# Embeddings Module - Graph-RAG Experiment 2

This notebook demonstrates and executes the embeddings-based retrieval approach for the Airline Flight Insights Graph-RAG system.

**Features:**
- Two embedding models: `all-MiniLM-L6-v2` and `all-mpnet-base-v2`
- Feature Vector Embeddings for Journey and Flight nodes
- Neo4j vector index integration
- Semantic similarity search
- Model comparison and evaluation

In [1]:
# Import required libraries
from neo4j import GraphDatabase
from dotenv import load_dotenv, find_dotenv
import os
import sys

# Import our embeddings module
from embeddings import (
    EMBEDDING_MODELS,
    get_model,
    create_journey_text,
    create_flight_text,
    generate_embeddings,
    generate_single_embedding,
    fetch_journey_nodes,
    fetch_flight_nodes,
    create_vector_index,
    store_journey_embeddings,
    store_flight_embeddings,
    semantic_search_journeys,
    semantic_search_flights,
    get_embedding_context,
    generate_and_store_all_embeddings,
    compare_models
)

print("Imports successful!")
print(f"Available models: {list(EMBEDDING_MODELS.keys())}")

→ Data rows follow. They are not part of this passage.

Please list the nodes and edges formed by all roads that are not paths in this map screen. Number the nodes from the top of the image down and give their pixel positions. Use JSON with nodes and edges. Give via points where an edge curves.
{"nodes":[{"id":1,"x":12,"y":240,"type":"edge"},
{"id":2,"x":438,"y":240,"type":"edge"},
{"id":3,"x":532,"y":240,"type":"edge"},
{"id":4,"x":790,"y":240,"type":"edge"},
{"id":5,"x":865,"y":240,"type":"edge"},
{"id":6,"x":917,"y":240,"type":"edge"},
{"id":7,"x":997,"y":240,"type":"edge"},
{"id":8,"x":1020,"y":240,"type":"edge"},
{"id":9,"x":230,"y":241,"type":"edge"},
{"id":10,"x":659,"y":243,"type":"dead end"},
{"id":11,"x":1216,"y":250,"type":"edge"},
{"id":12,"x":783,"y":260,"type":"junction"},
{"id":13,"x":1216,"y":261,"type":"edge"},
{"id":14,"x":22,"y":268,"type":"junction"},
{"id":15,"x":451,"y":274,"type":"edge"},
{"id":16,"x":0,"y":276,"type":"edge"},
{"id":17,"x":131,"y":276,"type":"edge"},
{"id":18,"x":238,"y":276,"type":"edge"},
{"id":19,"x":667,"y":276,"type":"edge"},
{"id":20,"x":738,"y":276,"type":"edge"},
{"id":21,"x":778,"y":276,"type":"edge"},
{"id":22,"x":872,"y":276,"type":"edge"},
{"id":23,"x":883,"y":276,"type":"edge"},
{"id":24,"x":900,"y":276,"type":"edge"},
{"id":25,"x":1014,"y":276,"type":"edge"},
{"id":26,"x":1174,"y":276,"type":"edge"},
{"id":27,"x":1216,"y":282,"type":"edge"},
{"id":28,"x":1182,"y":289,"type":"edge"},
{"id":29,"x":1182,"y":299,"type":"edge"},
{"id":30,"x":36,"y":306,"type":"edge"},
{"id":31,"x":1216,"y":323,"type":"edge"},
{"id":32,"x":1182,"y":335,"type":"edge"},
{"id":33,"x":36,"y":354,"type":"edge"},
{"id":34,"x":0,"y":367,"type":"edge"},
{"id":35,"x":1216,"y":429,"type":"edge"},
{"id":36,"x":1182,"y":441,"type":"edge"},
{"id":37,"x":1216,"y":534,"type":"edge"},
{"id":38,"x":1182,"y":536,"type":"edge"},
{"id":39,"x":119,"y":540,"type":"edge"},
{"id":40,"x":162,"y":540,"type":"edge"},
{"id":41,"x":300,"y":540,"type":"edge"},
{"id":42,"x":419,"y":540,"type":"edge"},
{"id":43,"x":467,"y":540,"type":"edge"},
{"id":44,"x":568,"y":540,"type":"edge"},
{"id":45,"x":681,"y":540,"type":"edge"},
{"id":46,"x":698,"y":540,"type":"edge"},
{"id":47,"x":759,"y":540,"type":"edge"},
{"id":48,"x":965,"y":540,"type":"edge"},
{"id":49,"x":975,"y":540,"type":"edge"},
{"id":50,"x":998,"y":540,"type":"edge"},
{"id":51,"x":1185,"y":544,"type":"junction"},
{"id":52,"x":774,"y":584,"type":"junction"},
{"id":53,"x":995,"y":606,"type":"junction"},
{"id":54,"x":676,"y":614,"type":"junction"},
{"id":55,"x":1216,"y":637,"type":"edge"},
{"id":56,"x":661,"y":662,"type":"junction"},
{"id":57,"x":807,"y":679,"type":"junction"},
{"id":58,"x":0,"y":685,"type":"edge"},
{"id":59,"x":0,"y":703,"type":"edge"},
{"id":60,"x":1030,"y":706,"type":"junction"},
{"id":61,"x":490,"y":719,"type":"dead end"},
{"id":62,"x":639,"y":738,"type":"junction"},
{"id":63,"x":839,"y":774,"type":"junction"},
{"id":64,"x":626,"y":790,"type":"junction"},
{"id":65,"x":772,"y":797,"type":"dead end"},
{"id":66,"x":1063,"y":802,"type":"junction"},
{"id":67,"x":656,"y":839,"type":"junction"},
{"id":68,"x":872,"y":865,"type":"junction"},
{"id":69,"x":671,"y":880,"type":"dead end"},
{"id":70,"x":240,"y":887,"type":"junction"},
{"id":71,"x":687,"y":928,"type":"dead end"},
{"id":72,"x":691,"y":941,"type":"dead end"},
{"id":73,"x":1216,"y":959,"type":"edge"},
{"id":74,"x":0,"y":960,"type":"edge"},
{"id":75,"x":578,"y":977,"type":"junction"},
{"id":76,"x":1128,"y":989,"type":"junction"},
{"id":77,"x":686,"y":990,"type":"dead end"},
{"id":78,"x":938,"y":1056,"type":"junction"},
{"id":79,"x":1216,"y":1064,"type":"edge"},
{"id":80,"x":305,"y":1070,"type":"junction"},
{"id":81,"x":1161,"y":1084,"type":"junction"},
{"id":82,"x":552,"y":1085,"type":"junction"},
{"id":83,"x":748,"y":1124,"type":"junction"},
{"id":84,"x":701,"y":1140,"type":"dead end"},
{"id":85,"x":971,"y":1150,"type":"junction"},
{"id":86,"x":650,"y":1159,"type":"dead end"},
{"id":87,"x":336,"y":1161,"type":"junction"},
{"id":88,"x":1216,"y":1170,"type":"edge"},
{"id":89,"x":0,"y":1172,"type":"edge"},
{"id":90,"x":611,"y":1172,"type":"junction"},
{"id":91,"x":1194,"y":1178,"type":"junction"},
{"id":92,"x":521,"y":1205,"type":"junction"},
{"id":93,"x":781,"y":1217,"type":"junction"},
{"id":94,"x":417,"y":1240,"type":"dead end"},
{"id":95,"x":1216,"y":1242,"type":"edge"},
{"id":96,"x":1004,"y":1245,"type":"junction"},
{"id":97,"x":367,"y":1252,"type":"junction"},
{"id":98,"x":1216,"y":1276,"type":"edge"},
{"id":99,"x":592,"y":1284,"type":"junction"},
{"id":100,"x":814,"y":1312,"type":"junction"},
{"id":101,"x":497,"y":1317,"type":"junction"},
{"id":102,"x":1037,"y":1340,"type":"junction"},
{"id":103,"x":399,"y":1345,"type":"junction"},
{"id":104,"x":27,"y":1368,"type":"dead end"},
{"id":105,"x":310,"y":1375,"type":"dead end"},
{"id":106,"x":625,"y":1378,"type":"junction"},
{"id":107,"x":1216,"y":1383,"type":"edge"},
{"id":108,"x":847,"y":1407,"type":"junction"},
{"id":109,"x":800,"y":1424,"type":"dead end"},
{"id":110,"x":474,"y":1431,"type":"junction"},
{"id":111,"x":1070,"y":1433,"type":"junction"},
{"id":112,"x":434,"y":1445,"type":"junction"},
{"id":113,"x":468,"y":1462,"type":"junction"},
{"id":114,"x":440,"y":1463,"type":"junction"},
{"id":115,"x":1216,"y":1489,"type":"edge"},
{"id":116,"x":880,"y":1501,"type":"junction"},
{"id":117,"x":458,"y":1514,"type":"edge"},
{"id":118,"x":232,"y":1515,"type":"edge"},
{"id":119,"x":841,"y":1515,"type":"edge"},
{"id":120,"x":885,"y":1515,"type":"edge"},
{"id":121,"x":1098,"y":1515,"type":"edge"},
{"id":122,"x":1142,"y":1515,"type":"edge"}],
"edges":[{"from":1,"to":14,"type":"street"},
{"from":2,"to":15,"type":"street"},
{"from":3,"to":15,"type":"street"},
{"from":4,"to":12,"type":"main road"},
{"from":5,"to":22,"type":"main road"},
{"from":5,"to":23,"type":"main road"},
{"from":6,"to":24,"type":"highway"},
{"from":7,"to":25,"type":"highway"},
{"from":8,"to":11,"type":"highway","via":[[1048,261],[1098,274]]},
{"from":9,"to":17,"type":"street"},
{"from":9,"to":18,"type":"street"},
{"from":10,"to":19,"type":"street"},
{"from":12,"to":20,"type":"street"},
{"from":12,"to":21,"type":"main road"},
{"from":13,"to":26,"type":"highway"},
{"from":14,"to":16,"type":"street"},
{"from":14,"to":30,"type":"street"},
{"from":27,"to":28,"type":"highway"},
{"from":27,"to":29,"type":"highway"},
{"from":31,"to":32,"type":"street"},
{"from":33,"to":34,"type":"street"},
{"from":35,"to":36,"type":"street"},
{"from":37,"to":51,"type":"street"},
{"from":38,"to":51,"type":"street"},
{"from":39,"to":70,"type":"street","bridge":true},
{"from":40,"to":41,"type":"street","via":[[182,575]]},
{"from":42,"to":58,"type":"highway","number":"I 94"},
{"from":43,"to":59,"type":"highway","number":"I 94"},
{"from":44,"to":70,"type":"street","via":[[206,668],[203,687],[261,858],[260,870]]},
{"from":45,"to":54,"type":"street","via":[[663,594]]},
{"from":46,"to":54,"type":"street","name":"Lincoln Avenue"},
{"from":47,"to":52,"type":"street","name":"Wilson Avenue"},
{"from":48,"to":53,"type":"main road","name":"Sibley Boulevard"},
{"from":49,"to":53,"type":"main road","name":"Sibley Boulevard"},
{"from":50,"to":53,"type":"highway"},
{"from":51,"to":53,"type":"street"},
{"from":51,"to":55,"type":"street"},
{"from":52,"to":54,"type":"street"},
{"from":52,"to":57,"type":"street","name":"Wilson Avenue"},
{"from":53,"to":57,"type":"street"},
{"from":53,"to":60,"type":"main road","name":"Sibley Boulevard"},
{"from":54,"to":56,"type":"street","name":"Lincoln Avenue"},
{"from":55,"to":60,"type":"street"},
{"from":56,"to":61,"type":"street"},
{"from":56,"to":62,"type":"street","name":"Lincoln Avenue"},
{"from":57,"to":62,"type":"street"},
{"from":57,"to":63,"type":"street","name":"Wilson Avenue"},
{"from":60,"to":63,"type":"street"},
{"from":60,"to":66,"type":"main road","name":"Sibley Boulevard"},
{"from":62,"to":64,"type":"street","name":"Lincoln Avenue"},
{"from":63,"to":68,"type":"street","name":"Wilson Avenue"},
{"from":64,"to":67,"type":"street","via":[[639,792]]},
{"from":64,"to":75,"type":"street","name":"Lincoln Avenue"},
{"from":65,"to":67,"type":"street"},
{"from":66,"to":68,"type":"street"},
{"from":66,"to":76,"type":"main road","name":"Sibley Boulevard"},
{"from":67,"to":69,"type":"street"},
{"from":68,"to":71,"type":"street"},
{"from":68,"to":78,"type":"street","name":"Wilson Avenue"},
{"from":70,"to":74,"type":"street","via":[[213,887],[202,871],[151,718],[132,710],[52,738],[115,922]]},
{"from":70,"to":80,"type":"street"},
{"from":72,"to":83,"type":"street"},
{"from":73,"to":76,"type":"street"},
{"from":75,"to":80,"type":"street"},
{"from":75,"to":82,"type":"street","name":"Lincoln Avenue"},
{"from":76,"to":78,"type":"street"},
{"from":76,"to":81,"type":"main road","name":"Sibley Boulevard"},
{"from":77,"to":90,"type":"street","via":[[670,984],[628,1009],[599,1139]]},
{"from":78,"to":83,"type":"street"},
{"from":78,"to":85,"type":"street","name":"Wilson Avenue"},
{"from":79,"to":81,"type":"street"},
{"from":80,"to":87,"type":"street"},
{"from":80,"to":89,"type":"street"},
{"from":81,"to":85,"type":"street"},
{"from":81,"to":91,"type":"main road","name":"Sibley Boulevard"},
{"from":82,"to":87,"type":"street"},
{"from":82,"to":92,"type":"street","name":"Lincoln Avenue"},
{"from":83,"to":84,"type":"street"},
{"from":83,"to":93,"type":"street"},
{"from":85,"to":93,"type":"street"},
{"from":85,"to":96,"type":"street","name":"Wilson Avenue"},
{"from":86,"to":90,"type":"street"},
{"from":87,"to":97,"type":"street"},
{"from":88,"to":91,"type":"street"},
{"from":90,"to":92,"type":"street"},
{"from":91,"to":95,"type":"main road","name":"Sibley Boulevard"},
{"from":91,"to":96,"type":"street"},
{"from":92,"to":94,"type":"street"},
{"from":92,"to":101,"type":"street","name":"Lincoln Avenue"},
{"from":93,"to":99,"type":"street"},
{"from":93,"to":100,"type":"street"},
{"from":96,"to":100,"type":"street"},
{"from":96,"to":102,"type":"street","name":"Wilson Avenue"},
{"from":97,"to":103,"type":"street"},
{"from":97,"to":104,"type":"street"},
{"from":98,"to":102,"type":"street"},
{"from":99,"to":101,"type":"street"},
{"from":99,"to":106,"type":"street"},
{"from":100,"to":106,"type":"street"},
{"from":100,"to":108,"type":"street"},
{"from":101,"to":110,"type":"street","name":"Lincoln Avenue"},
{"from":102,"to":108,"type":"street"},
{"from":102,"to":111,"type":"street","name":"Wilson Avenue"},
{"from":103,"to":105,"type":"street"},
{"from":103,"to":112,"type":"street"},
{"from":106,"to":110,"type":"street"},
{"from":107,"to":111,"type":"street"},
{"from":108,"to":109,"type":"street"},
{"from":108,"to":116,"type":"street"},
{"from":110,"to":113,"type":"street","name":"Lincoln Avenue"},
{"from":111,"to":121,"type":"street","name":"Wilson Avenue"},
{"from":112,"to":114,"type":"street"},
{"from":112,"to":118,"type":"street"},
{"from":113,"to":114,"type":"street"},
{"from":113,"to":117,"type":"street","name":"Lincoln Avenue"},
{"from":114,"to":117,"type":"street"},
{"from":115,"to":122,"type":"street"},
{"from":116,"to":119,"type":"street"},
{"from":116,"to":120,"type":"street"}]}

  from .autonotebook import tqdm as notebook_tqdm


Imports successful!
Available models: ['minilm', 'mpnet']


In [2]:
# Load environment variables
load_dotenv(find_dotenv())

NEO4J_URI = os.getenv('NEO4J_URI') or os.getenv('URI')
NEO4J_USERNAME = os.getenv('NEO4J_USERNAME') or os.getenv('USERNAME')
NEO4J_PASSWORD = os.getenv('NEO4J_PASSWORD') or os.getenv('PASSWORD')

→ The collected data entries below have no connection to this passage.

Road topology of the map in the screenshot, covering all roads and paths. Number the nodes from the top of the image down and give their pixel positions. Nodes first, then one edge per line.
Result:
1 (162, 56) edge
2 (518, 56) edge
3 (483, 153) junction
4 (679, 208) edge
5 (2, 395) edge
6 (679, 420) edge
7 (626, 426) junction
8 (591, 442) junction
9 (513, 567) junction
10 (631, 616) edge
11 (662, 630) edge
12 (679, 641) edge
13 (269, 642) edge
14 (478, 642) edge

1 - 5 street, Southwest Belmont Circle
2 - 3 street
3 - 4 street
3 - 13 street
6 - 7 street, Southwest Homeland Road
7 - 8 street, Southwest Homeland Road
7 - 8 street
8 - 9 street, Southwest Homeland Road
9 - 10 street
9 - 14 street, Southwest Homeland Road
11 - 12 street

print(f"Neo4j URI: {NEO4J_URI}")
print(f"Username: {NEO4J_USERNAME}")

Neo4j URI: neo4j+s://d9ac65c9.databases.neo4j.io
Username: neo4j


In [3]:
# Connect to Neo4j
driver = GraphDatabase.driver(
    NEO4J_URI,
    auth=(NEO4J_USERNAME, NEO4J_PASSWORD)
)

driver.verify_connectivity()
print("Successfully connected to Neo4j!")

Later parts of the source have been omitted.